Gastrointestinal perforation, including fatal cases, has occurred with GILOTRIF. Gastrointestinal perforation has been reported in 0.2% of patients treated with GILOTRIF among 3213 patients across 17 randomized controlled clinical trials. Patients receiving concomitant corticosteroids, nonsteroidal anti-inflammatory drugs (NSAIDs) or anti-angiogenic agents, or patients with increasing age or who have an underlying history of gastrointestinal ulceration, underlying diverticular disease or bowel metastases may be at increased risk of perforation.
Permanently discontinue GILOTRIF in patients who develop gastrointestinal perforation [see DOSAGE AND ADMINISTRATION].
Keratitis, characterized as acute or worsening eye inflammation, lacrimation, light sensitivity, blurred vision, eye pain, and/or red eye occurred in 0.7% of patients treated with GILOTRIF among 4257 patients across clinical trials, of which 0.05% of patients experienced Grade 3 keratitis. Keratitis was reported in 2.2% patients in LUX-Lung 3, with Grade 3 in 0.4%. In LUX-Lung 8, keratitis was reported in 0.3% patients; there were no patients with ≥Grade 3 keratitis.
Withhold GILOTRIF during evaluation of patients with suspected keratitis, and if diagnosis of ulcerative keratitis is confirmed, interrupt or discontinue GILOTRIF [see DOSAGE AND ADMINISTRATION]. If keratitis is diagnosed, the benefits and risks of continuing treatment should be carefully considered. GILOTRIF should be used with caution in patients with a history of keratitis, ulcerative keratitis, or severe dry eye [see ADVERSE REACTIONS]. Contact lens use is also a risk factor for keratitis and ulceration.
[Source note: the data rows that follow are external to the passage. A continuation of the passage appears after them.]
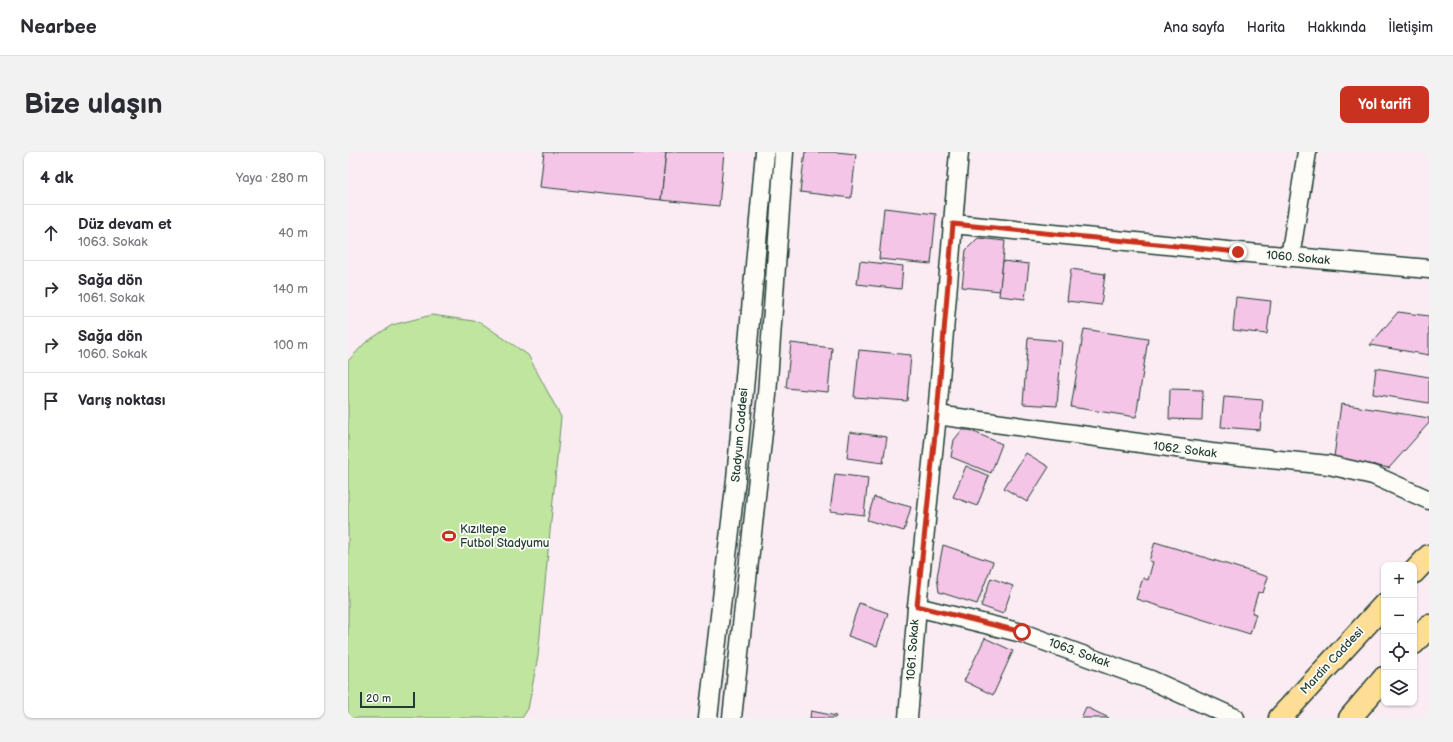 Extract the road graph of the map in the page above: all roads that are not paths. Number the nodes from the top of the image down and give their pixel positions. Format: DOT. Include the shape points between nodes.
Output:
graph roads {
  1 [pos="766,152"];
  2 [pos="784,152"];
  3 [pos="959,152"];
  4 [pos="1307,152"];
  5 [pos="953,224"];
  6 [pos="1290,257"];
  7 [pos="1429,270"];
  8 [pos="937,415"];
  9 [pos="1429,500"];
  10 [pos="1429,556"];
  11 [pos="1417,569"];
  12 [pos="917,606"];
  13 [pos="1381,608"];
  14 [pos="1429,626"];
  15 [pos="1417,640"];
  16 [pos="1381,682"];
  17 [pos="708,718"];
  18 [pos="732,718"];
  19 [pos="908,718"];
  20 [pos="1235,718"];
  21 [pos="1280,718"];
  22 [pos="1350,718"];
  1 -- 17 [label="street, Stadyum Caddesi" via="736,479"];
  2 -- 18 [label="street" via="767,395"];
  3 -- 5 [label="street, 1061. Sokak"];
  4 -- 6 [label="street"];
  5 -- 6 [label="street, 1060. Sokak"];
  5 -- 8 [label="street, 1061. Sokak"];
  6 -- 7 [label="street, 1060. Sokak"];
  8 -- 9 [label="street, 1062. Sokak" via="1212,454 1329,465 1373,475"];
  8 -- 12 [label="street, 1061. Sokak"];
  10 -- 11 [label="highway"];
  12 -- 19 [label="street, 1061. Sokak"];
  12 -- 20 [label="street, 1063. Sokak" via="1022,632 1150,680"];
  13 -- 21 [label="highway, Mardin Caddesi"];
  14 -- 15 [label="highway"];
  16 -- 22 [label="highway"];
}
Based on findings from animal studies and its mechanism of action, GILOTRIF can cause fetal harm when administered to a pregnant woman. Administration of afatinib to pregnant rabbits during organogenesis at exposures approximately 0.2 times the exposure in humans at the recommended dose of 40 mg daily resulted in embryotoxicity and, in rabbits showing maternal toxicity, increased abortions at late gestational stages. Advise pregnant women and females of reproductive potential of the potential risk to a fetus. Advise females of reproductive potential to use effective contraception during treatment and for at least 2 weeks after the last dose of GILOTRIF [see Use In Specific Populations].